Several further considerations are relevant to the concept of “comfort.” Thermal stress category 6 (“no thermal stress”) for 9–26°C, as used in this paper, shows a broad range of thermal “comfort” perception. However, it is not entirely consistent with the use of “comfort” range applied in other studies. In fact, it encompasses more than the Bröde et al.’s (2012) “thermal comfort zone” with UTCI ranging from 18 to 26°C. This narrower range is not considered separately in the current study, which can be focused in future. Another issue is the estimation of intra-day changes in UTCI. Since the UTCI gradation “no thermal stress” in high northern latitudes is most likely observed in summer during the afternoon or evening hours, it is worth knowing which categories prevail at night. Adding a diagnosis of the diurnal cycle for the warm season will be relevant, for example, for tourism and other outdoor activities during the Arctic summer.

Conclusion

This study has provided a comprehensive evaluation of the spatiotemporal variability of a key climate-related metric of human comfort in the Beringia regions of the Arctic. The universal thermal climate index (UTCI) in northern latitudes has previously been evaluated in terms of its climatology and seasonality, but not in terms of trends based on a consistent data product such as ERA5-HEAT. The key findings of this study are the following:

  •  The extreme coldest UTCI categories are most common in coastal locations of northern Alaska and Chukotka, where strong winds exacerbate the low temperatures during winter; the warmest UTCI categories are rarely reached in Alaska and Chukotka, and even category 7 is reached occasionally only at interior locations.

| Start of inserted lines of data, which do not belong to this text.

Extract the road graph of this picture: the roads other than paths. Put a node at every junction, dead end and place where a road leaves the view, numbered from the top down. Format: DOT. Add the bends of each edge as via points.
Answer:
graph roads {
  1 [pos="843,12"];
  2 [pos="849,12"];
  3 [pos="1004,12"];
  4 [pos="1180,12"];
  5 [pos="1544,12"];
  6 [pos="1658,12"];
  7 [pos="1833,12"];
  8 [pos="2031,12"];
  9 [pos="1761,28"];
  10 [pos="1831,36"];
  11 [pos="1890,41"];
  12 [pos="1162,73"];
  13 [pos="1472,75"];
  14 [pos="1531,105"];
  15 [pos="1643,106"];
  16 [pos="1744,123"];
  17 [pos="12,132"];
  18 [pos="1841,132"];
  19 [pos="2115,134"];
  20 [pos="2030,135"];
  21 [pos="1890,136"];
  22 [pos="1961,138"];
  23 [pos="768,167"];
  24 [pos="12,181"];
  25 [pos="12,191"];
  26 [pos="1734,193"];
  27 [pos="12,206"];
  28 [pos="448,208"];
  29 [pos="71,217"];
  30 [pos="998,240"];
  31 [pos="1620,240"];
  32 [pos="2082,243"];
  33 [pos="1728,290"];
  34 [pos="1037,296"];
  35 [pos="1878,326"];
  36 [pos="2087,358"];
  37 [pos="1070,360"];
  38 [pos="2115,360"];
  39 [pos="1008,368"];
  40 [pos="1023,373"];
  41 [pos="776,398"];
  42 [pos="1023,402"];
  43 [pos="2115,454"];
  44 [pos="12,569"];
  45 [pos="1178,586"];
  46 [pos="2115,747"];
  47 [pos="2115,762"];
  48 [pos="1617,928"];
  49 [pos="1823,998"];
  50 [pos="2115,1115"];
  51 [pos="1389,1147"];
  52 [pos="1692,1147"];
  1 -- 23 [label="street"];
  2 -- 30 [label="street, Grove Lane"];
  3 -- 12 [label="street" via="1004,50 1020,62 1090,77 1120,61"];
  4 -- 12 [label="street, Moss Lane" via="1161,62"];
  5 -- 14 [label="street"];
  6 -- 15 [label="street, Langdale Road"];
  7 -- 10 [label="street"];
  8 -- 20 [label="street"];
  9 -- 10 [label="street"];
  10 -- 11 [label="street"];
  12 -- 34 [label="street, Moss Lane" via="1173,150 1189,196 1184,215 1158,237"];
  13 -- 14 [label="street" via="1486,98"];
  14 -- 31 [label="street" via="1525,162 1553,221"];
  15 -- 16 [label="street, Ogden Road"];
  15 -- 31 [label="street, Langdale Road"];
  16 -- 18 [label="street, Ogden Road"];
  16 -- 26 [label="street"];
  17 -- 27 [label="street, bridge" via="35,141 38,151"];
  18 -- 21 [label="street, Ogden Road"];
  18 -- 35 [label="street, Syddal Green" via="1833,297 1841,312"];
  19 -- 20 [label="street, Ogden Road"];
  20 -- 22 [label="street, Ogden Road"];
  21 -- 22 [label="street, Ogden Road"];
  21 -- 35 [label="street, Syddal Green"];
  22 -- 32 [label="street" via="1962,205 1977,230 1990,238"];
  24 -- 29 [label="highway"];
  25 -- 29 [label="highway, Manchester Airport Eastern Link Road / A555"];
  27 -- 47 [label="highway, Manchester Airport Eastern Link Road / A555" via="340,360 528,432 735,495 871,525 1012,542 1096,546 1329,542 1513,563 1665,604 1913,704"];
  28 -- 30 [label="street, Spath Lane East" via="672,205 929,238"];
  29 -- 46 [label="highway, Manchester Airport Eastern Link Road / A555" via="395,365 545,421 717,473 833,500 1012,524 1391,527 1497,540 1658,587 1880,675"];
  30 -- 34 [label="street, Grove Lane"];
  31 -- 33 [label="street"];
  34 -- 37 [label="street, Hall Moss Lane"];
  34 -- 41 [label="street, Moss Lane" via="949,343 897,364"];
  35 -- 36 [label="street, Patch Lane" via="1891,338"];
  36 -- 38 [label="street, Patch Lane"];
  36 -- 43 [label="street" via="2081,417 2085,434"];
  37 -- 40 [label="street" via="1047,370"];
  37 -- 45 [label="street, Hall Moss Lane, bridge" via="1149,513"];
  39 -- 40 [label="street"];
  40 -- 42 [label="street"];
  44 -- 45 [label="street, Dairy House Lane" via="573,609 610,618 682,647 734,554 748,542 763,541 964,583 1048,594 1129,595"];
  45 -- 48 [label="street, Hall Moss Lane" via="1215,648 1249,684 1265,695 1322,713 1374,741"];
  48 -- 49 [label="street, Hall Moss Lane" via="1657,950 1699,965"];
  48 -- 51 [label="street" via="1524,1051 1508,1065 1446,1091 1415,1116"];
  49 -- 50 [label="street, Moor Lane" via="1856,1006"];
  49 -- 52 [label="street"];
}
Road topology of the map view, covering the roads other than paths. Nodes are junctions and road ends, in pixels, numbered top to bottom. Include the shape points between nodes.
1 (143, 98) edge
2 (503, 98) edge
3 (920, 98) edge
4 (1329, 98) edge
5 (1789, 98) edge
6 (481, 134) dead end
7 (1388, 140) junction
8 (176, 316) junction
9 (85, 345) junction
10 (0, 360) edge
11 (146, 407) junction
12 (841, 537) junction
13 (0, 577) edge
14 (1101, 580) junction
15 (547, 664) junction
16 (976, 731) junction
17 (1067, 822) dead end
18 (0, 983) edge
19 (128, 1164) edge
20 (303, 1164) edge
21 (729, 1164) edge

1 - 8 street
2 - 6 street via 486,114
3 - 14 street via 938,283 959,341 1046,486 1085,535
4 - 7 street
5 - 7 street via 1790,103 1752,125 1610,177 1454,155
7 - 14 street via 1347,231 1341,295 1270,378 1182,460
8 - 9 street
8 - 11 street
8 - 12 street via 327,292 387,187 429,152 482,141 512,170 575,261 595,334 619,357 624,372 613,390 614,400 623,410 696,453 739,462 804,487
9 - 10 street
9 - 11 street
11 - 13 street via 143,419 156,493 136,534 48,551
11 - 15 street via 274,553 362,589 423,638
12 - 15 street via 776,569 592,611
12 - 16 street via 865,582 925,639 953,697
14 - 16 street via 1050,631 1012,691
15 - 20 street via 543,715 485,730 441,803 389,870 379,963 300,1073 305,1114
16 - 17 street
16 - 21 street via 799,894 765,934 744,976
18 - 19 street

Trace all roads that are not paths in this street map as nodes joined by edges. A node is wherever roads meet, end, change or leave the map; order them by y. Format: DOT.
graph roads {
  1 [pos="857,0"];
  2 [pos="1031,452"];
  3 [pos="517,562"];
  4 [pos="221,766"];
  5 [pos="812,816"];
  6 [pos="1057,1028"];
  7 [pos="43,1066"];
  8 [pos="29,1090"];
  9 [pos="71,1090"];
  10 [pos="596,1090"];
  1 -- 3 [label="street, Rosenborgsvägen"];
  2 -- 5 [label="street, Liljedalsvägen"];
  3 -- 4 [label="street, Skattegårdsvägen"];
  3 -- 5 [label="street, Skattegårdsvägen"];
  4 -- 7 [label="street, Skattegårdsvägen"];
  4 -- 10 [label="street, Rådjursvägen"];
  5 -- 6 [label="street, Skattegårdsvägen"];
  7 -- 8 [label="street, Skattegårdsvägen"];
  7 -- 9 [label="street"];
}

  • The frequencies of occurrence of extreme cold have decreased up to 25% over the 1979–2020 period in Alaska and Chukotka.

  • The number of hours in the comfortable UTCI category has increased substantially depending on subregion, from 25 to 203 h/year.

The increase in UTCI category 6 (comfortable thermal perception) occurrences and the decrease in the extreme cold UTCI categories (1 and 2) have positive implications for outdoor activities, from the perspectives of comfort and safety. However, offsetting factors, such as higher probability of wildfires and heat waves, and increased prevalence of blood-sucking insects and ticks, can accompany a warming climate.

Future work will include a diagnosis of the UTCI variations in terms of its component variables (temperature, wind, humidity, radiation), including an evaluation of the differences between the UTCI and the ambient air temperature. Another extension of the present study will be an evaluation of future changes in the UTCI as projected by climate models. In view of the changing historical distributions over the past several decades, substantial further changes can be expected in a warming world, depending on the rates of future changes in temperature, wind, humidity, and radiative fluxes, pointing to the need to utilize climate model output under alternative emission scenarios. Finally, an additional area for further study is the linkage between UTCI variations and socioeconomic impacts (health, economic, demographic). Such linkages may be detectable in the interannual variations as well as longer-term trends, although the availability corresponding socioeconomic data will likely limit the timeframe spanned by this type of interdisciplinary analysis.